That last piece matters because the left has spent years trying to choke off West Coast coal exports entirely.

The funding breakdown lines up across outlets.

As Reuters laid out, more than half of the money would fund 13 coal plant upgrades, $185 million would match corporate funds for coal facilities in Alaska, Maryland, and West Virginia, and $75 million would support the West Gateway export terminal in Northern California.

The logic for all of this was set in writing back in April.

Trump’s April 20 presidential determination spelled out why reliable coal and baseload power are treated as a national-defense matter:

Consistent with that declaration, I find that ensuring reliable coal supply chains and baseload power generation capacity is essential to United States national defense. Coal mining and logistics, terminals, stockpile, and power generation facilities provide indispensable resilience to our power grids that cannot be replaced.

Without sufficient coal-fired baseload power, the United States will lack the stable electricity required to support defense installations, industrial expansion, and the high-energy demands of emerging technologies, such as artificial intelligence.

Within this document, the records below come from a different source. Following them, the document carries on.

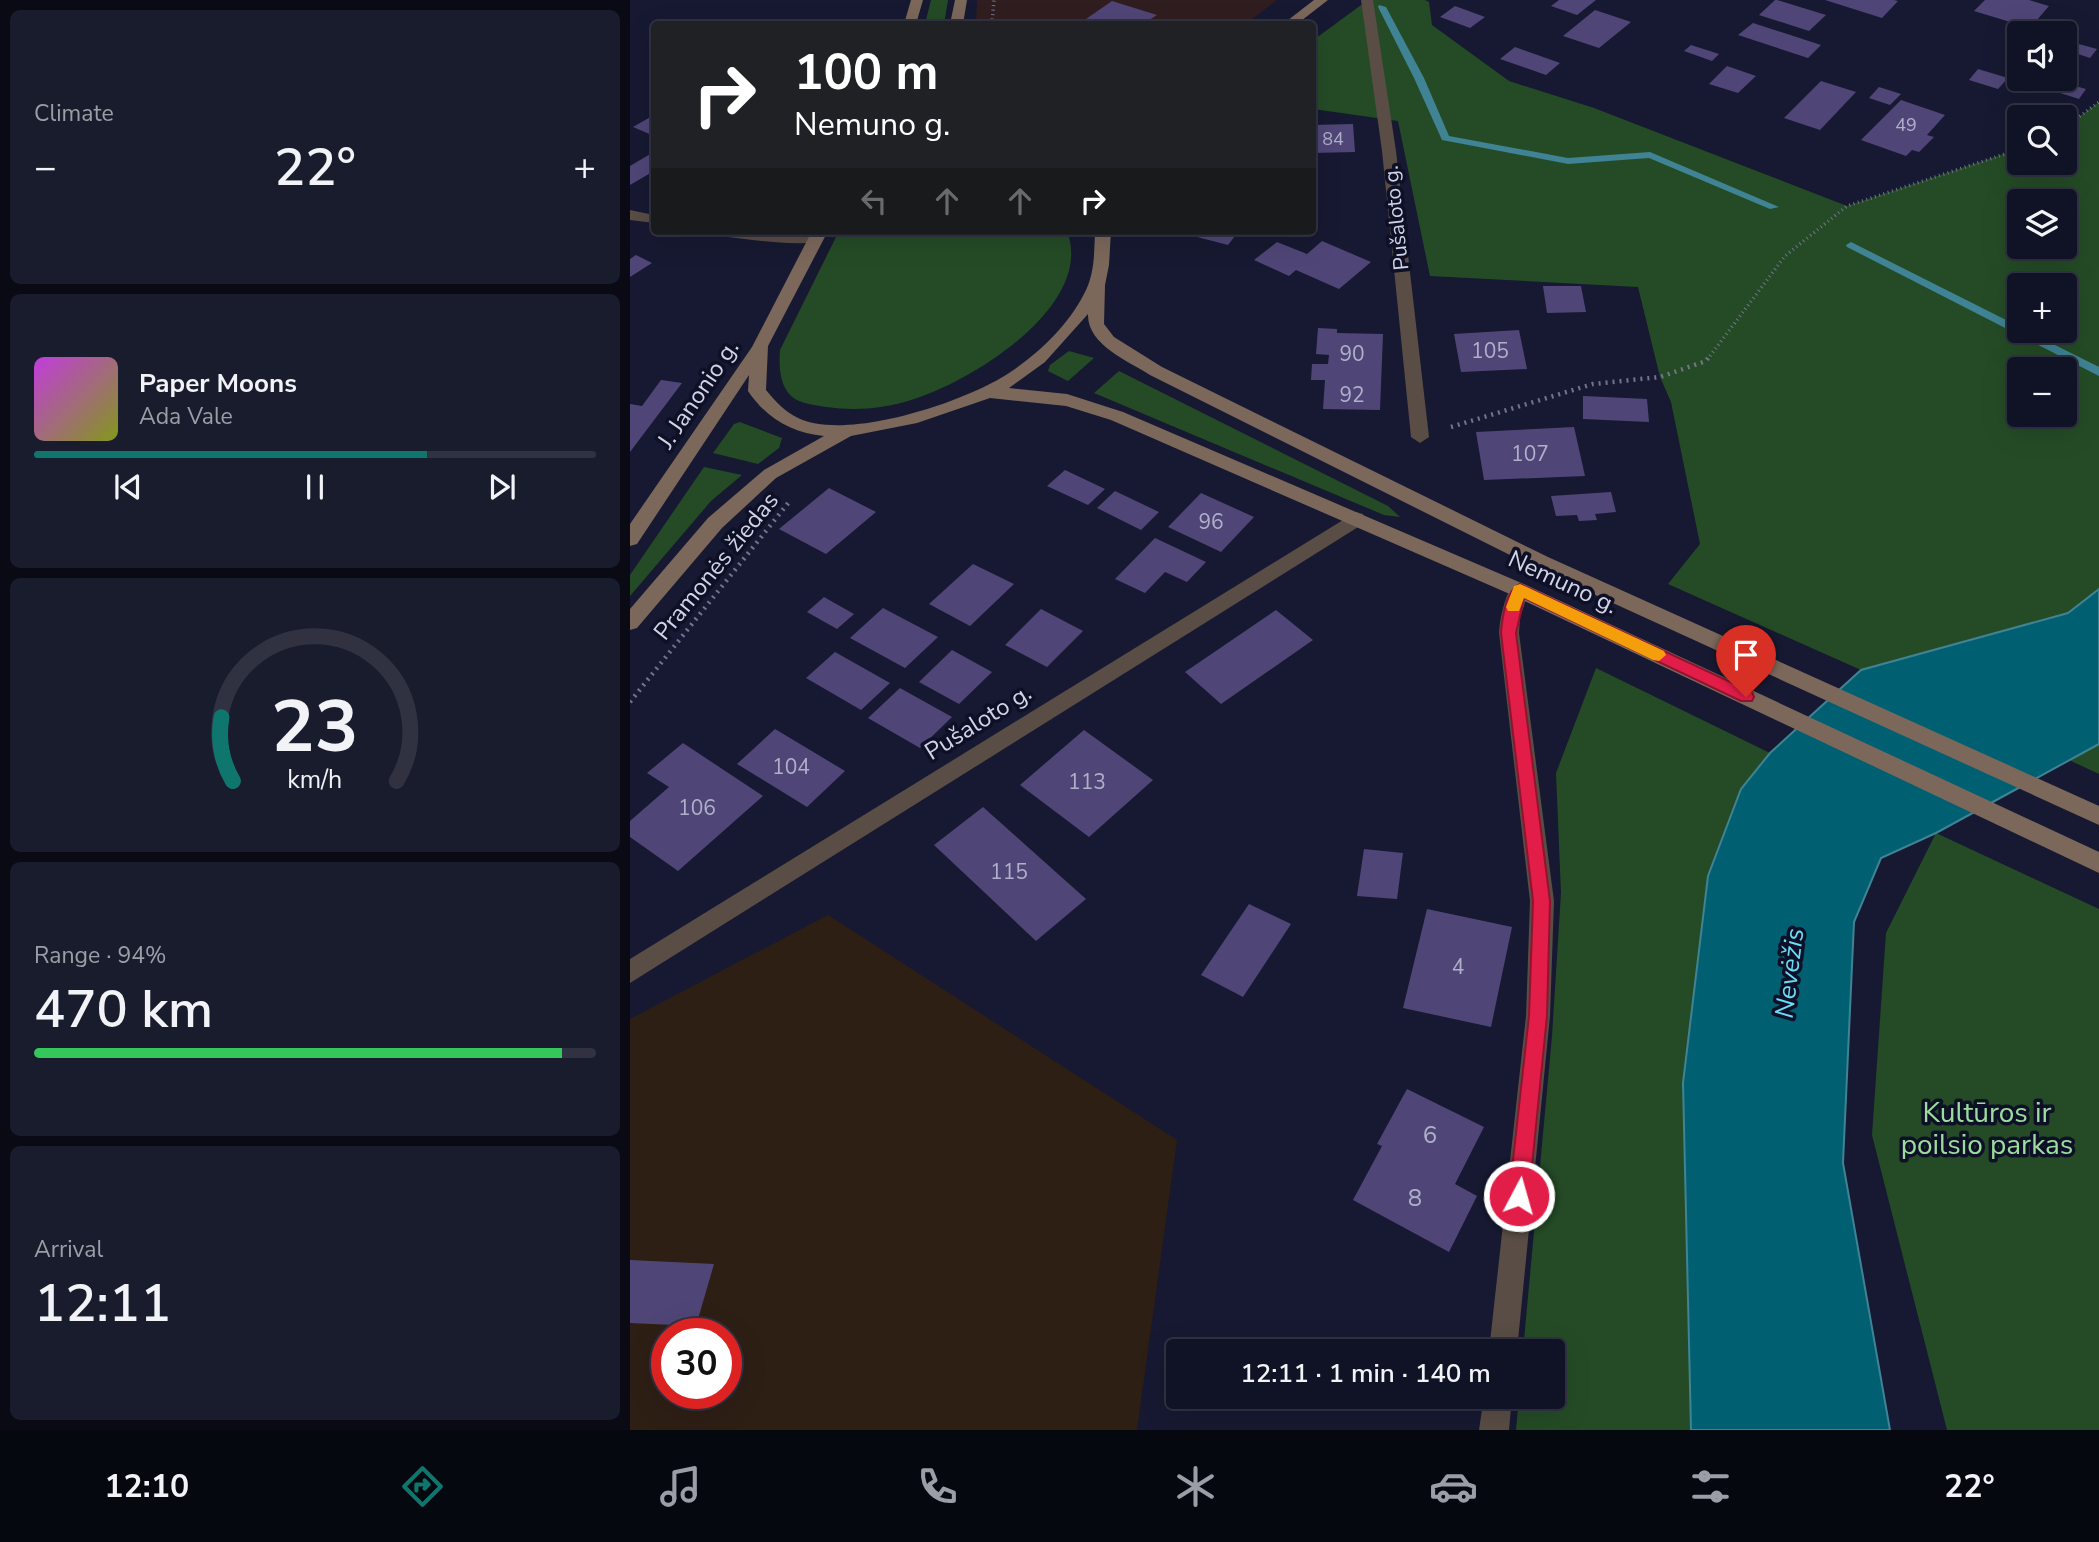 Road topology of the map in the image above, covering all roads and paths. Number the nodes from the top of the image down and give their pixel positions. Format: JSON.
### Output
{"nodes":[{"id":1,"x":917,"y":0,"type":"edge"},
{"id":2,"x":961,"y":0,"type":"edge"},
{"id":3,"x":994,"y":0,"type":"edge"},
{"id":4,"x":1367,"y":0,"type":"edge"},
{"id":5,"x":1318,"y":2,"type":"edge"},
{"id":6,"x":911,"y":21,"type":"edge"},
{"id":7,"x":958,"y":21,"type":"edge"},
{"id":8,"x":992,"y":21,"type":"edge"},
{"id":9,"x":1293,"y":21,"type":"edge"},
{"id":10,"x":2099,"y":102,"type":"edge"},
{"id":11,"x":2077,"y":118,"type":"edge"},
{"id":12,"x":2007,"y":153,"type":"edge"},
{"id":13,"x":630,"y":215,"type":"edge"},
{"id":14,"x":651,"y":218,"type":"edge"},
{"id":15,"x":817,"y":235,"type":"edge"},
{"id":16,"x":1103,"y":235,"type":"edge"},
{"id":17,"x":1097,"y":285,"type":"junction"},
{"id":18,"x":760,"y":346,"type":"junction"},
{"id":19,"x":990,"y":392,"type":"junction"},
{"id":20,"x":845,"y":432,"type":"junction"},
{"id":21,"x":1420,"y":437,"type":"joint"},
{"id":22,"x":796,"y":495,"type":"dead end"},
{"id":23,"x":1356,"y":519,"type":"junction"},
{"id":24,"x":630,"y":539,"type":"edge"},
{"id":25,"x":1520,"y":590,"type":"junction"},
{"id":26,"x":630,"y":623,"type":"edge"},
{"id":27,"x":630,"y":702,"type":"edge"},
{"id":28,"x":2099,"y":816,"type":"edge"},
{"id":29,"x":2099,"y":863,"type":"edge"},
{"id":30,"x":630,"y":972,"type":"edge"},
{"id":31,"x":1504,"y":1339,"type":"edge"},
{"id":32,"x":1496,"y":1409,"type":"edge"},
{"id":33,"x":1494,"y":1430,"type":"edge"}],
"edges":[{"from":1,"to":6,"type":"main road"},
{"from":2,"to":7,"type":"main road"},
{"from":3,"to":8,"type":"path"},
{"from":4,"to":21,"type":"street","name":"Pušaloto g."},
{"from":5,"to":9,"type":"main road"},
{"from":10,"to":11,"type":"path"},
{"from":12,"to":21,"type":"path"},
{"from":13,"to":14,"type":"street"},
{"from":15,"to":18,"type":"main road","name":"J. Janonio g."},
{"from":16,"to":17,"type":"main road","name":"Nemuno g."},
{"from":17,"to":19,"type":"main road"},
{"from":17,"to":28,"type":"main road","name":"Nemuno g."},
{"from":18,"to":20,"type":"main road"},
{"from":18,"to":24,"type":"main road","name":"J. Janonio g."},
{"from":19,"to":20,"type":"main road"},
{"from":19,"to":23,"type":"main road","name":"Nemuno g."},
{"from":20,"to":26,"type":"main road"},
{"from":22,"to":27,"type":"path","name":"Pramonės žiedas"},
{"from":23,"to":25,"type":"main road","name":"Nemuno g."},
{"from":23,"to":30,"type":"street","name":"Pušaloto g."},
{"from":25,"to":29,"type":"main road","name":"Nemuno g."},
{"from":25,"to":31,"type":"street"},
{"from":32,"to":33,"type":"street"}]}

Therefore, by the authority vested in me as President by the Constitution and the laws of the United States of America, including section 303 of the Defense Production Act of 1950, as amended, I hereby determine, pursuant to section 303(a)(5) of the Act, that coal supply chains and baseload power generation capacity, including coal mining, rail and barge logistics, export and domestic terminals, generating unit availability and life-extension work, on-site stockpiles, and associated reliability updates, are industrial resources, materials, or critical technology items essential to the national defense.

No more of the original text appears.